‘A Momentous Day’: Valley, State Officials Cheer Jackson Confirmation

YOUNGSTOWN, Ohio — Thursday’s confirmation of Ketanji Brown Jackson as the newest associate justice to the U.S. Supreme Court had special meaning for two local Black women also in the legal profession.

The U.S. Senate approved Jackson’s ascension to the high court on a 53-47 vote, with three Republicans – Susan Collins of Maine, Lisa Murkowski of Alaska and Mitt Romney of Utah – joining Senate Democrats to confirm her.

When Jackson joins the court following the retirement of Associate Justice Stephen Breyer later this year, she will become the first Black woman to serve on the Supreme Court.

“Today’s historic ceiling-shattering Senate vote confirming America’s first Black female on the U.S. Supreme Court is one I will never forget,” Youngstown Municipal Court Judge Carla Baldwin said.

Just over four years ago, Baldwin shattered her own local barrier with her election to the municipal bench, the first Black woman to do so. Now, she said, she will see a reflection of herself on the nation’s highest bench.

“It is my hope that young women, especially women of color, will see that they are capable of leading in spaces that have never been occupied by someone who looks like them,” Baldwin said. “I hope they dream as big as they dare. My hope is that this moment will remind us that anything is possible.”

Youngstown attorney Kim Akins likewise was “elated” following the Senate vote to confirm Jackson.

“It’s a great day for America in pursuing its goal of being a more equal country,” Akins said. “Today represents the best of what this country is supposed to be.”

Nearly all Supreme Court justices – all but seven of 115 total since the nation was founded – have been White men. By adding individuals from more diverse backgrounds like Justices Sonia Sotomayor, Ruth Bader Ginsburg and now Jackson, “You get a different story as they look at cases,” Akins said.

She cited Jackson’s experiences as a public defender who “worked with people who are going through the criminal process” and as an appellate judge.

“It’s important to have the diversity of viewpoints,” said Akins, a Black woman who has her law practice in Youngstown.

The incoming associate justice sits on the U.S. Court of Appeals for the D.C. Circuit and previously served as judge on the U.S. District Court for the District of Columbia. She also was vice chairwoman of the U.S. Sentencing Commission and clerked for Breyer at the Supreme Court.

Akins, who knew she wanted to be a lawyer when she was a child and by high school wanted to be a Supreme Court justice, called Thursday a “momentous day.” She characterized Jackson as a “hyper-qualified” candidate who “finally broke through a system that has not taken into account the talents of a huge part of the population.”

U.S. Sen. Sherrod Brown, who voted for Jackson’s confirmation, and U.S. Rep. Tim Ryan acknowledged the day’s significance in separate statements.
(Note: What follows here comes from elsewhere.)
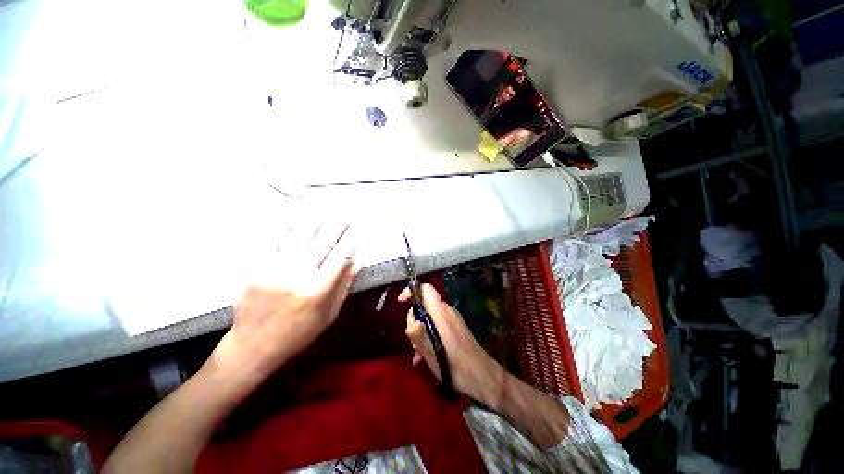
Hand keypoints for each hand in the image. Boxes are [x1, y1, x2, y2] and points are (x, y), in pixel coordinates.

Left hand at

“This is a historic day in our nation’s history, and I was proud to be able to vote to confirm Justice Ketanji Brown Jackson. Justice Jackson’s diverse set of experiences and perspectives have long been lacking from our nation’s highest court. These experiences make her an ideal justice,” Brown, D-Ohio, said.

“Ketanji Brown Jackson is the epitome of who we need on the Supreme Court – an exceptionally qualified jurist with a career as a public defender and a proven track record of supporting workers, protecting abortion rights, and upholding the rule of law,” Ryan, D-13 Ohio, said. “I applaud her historic confirmation this afternoon and look forward to a Supreme Court more reflective of America.”

U.S. Sen. Rob Portman, R-Ohio issued a statement Tuesday advising that he planned to vote against Jackson’s confirmation. While he acknowledged the historic nature of her nomination and found her to be “engaging and thoughtful with strong credentials,” he said he could not support her because of her responses to his questions, her record and her answers at her confirmation hearing.

“We simply have a different judicial philosophy. I believe the job of a Supreme Court Justice is to fairly and impartially apply the law and protect our rights guaranteed by the Constitution, not to advance public policy goals by legislating from the bench,” Portman said.

State Rep. Michele Lepore-Hagan, D-58 Youngstown, joined Brown and Ryan in congratulating Jackson on her confirmation.

“The highest court in the land will now reflect those who have historically been kept from the aspirations within our Constitution, our Constitution that Judge Ketanji Brown Jackson will uphold with her brilliant legal mind,” Lepore-Hagan said. “Congratulations to Judge Jackson on this historic confirmation, and breaking the glass ceiling for Black women on the U.S. Supreme Court. What an inspiring moment for all of our daughters looking on.”